22/09/2010

Octaedro

Walter era um dos meus melhores amigos na idade de oito anos, estudávamos juntos e ele sempre dormia na aula. Walter, eu chamava. Walter, acorda!
Um olho abria lentamente e espiava, logo abrindo o outro e começando a narrar a coisa mais absurda do mundo com a qual acabara de sonhar. Repetia esse ritual toda manhã na primeira aula. Era o único amigo de escola que me havia restado depois que os professores decidiram dividir a turma com quem eu andava no ano anterior entre as salas de aula pra dividir o grupinho. Talvez tenha começado com isso o ódio por aquele colégio que só aumentou durante minha vida. Ríamos alto da história maluca que ele contava e lá vinha a tia, furiosa, exigindo silêncio. Impedidos de falar, ficávamos apenas olhando para a frente, aquele corpo suave e juvenil de professora de primário. Tenho certeza que foi assim que Walter aprender a distinguir as partes da anatomia feminina por baixo das roupas, ensinando-me o truque anos mais tarde. Era uma saída de colégio ao meio-dia quando ele virou pra mim e confidenciou: a profi tem um cetão!
Bastou isso para que eu percebesse, um tanto quanto tardiamente, o mundo feminino ao meu redor e o fenômeno natural da pata-de-camelo. Logo, logo comecei eu também a desenvolver os poderes perceptórios que ele me ensinava e passava a aula inteira parado, olhando o corpo das professoras, sem copiar nada. Ouvia a voz que explicava a matéria tentando construir em meu cérebro frases de súplicas sensuais. Gostava daquilo, muito mais do que o antigo método de assistir aulas, embora minhas notas começassem a declinar. Somente meu amigo compartilhava comigo deste estranho poder que tínhamos e foi um golpe quando ele foi para outra escola. Passei a zanzar sozinho pelos corredores, agora usando as técnicas que eu aprendera com todas as garotas que via, não só professoras. O último poder secreto que meu colega me ensinara antes de partir foi o de perceber e decifrar teorias da conspiração e mensagens subliminares.
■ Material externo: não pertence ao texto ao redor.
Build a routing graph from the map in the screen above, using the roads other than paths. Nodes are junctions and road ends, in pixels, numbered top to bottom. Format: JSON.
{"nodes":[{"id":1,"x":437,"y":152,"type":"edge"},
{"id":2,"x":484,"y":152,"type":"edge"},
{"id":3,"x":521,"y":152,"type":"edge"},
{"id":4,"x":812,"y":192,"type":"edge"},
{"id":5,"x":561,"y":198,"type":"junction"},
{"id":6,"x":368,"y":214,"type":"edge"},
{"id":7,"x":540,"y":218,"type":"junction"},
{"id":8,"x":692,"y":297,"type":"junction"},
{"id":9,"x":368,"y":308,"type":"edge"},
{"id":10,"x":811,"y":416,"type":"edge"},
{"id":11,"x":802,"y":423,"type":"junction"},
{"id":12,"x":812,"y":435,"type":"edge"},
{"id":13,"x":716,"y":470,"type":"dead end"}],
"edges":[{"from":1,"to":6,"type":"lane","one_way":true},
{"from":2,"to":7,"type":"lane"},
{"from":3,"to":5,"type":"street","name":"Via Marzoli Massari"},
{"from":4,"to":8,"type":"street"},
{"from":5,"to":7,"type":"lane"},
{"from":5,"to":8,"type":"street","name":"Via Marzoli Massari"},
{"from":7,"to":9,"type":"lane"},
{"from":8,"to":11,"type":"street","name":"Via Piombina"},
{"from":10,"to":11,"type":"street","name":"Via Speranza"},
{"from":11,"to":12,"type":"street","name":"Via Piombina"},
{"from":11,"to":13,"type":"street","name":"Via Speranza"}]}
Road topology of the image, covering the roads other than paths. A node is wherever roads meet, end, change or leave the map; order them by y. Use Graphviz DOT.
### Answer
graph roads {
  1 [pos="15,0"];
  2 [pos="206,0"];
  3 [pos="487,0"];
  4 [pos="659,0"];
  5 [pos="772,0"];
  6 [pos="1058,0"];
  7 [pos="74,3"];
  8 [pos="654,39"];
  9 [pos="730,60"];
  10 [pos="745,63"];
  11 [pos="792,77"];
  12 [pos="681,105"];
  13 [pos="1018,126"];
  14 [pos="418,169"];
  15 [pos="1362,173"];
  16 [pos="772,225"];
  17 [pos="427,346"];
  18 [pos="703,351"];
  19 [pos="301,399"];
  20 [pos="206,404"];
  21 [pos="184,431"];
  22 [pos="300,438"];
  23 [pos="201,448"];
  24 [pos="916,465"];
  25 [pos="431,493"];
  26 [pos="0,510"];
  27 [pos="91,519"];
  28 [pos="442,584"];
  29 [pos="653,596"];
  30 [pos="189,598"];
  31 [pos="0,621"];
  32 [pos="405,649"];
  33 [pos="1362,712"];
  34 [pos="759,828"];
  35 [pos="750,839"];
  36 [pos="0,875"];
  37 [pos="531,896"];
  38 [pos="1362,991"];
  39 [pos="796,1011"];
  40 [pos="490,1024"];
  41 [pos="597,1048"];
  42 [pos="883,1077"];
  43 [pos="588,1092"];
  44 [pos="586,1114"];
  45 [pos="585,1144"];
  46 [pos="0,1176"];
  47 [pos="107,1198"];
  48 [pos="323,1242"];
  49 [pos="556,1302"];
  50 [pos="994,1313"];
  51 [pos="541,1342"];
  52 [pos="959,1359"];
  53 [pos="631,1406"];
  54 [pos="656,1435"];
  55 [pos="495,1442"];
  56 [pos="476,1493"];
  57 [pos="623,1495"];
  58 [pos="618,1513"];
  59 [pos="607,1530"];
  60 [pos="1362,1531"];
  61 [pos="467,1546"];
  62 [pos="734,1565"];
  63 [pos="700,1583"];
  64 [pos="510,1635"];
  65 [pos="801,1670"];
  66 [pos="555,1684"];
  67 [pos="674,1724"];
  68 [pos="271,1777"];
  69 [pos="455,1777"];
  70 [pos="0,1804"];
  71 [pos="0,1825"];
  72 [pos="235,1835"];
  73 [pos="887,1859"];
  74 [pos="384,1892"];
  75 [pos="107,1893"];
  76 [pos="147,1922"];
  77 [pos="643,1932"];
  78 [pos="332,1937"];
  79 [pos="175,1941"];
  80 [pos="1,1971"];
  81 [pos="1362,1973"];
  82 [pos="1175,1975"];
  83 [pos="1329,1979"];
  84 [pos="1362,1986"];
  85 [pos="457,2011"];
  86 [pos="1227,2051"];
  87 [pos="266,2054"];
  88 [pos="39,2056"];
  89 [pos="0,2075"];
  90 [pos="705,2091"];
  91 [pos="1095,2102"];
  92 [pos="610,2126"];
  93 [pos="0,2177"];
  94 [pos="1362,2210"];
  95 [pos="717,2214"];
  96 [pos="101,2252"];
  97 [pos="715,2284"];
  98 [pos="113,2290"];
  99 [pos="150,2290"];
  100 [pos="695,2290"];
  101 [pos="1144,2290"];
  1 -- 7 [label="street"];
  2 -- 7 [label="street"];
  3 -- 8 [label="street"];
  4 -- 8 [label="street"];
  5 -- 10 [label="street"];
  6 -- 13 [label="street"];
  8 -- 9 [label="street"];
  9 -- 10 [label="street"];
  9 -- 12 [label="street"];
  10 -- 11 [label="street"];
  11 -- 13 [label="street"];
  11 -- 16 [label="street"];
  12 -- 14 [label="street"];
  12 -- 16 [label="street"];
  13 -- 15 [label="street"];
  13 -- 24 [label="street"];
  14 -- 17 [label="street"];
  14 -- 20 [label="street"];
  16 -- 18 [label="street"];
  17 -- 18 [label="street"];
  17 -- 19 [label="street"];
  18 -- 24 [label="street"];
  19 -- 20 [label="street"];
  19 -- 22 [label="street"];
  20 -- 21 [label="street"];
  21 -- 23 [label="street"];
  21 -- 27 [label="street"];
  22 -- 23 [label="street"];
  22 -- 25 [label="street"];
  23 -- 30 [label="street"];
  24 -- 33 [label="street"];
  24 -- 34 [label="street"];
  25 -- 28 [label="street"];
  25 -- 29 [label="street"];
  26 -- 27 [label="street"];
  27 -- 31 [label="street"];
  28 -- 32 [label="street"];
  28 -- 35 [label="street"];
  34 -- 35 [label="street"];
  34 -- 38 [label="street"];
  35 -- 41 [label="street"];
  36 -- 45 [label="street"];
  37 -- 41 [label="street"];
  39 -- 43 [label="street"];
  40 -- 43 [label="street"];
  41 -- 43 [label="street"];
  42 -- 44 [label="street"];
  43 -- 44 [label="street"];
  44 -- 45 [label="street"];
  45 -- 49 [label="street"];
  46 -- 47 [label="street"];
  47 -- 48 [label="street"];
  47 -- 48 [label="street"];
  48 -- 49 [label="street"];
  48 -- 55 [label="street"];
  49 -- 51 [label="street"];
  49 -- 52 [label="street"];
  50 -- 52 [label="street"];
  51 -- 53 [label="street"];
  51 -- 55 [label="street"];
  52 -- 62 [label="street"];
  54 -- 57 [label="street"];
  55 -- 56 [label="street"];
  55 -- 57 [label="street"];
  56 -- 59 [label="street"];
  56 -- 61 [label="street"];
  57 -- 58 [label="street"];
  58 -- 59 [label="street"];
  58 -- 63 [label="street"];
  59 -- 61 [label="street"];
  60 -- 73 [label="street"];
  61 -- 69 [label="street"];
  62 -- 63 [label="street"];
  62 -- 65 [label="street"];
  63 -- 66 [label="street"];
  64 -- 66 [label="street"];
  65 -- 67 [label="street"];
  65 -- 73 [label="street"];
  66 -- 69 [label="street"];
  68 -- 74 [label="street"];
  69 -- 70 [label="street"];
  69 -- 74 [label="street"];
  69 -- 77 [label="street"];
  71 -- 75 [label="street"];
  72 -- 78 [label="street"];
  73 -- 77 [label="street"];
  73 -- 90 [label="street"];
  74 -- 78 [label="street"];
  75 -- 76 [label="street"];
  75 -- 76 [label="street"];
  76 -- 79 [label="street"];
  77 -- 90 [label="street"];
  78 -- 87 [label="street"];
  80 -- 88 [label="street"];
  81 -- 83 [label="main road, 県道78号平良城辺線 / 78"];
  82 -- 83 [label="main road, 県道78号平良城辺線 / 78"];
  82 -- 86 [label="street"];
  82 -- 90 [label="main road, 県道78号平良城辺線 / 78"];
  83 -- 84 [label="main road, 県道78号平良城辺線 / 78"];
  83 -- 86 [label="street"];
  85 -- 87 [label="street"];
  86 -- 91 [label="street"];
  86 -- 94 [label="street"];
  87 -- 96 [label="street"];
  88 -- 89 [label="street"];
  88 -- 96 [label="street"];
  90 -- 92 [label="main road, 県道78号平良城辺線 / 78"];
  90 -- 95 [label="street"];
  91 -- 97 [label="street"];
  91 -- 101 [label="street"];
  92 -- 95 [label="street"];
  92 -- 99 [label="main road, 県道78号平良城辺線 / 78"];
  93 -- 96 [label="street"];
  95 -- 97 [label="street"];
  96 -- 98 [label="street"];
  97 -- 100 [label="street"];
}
Todos estão atrás de você, estão te observando, esperando um passo em falso, ele dizia, e para descobrir o que eles querem basta ler as mensagens ocultas que eles trocam, palavras escondidas que se formam com a primeira letra de cada frase.
Claro que aquilo isso já era loucura demais pra minha cabeça. O poder de superpercepção era legal, mas aquele lance de mensagens subliminares já era demais. Mais vale viver de olhos fechados do que abri-los para descobrir o terror e a loucura.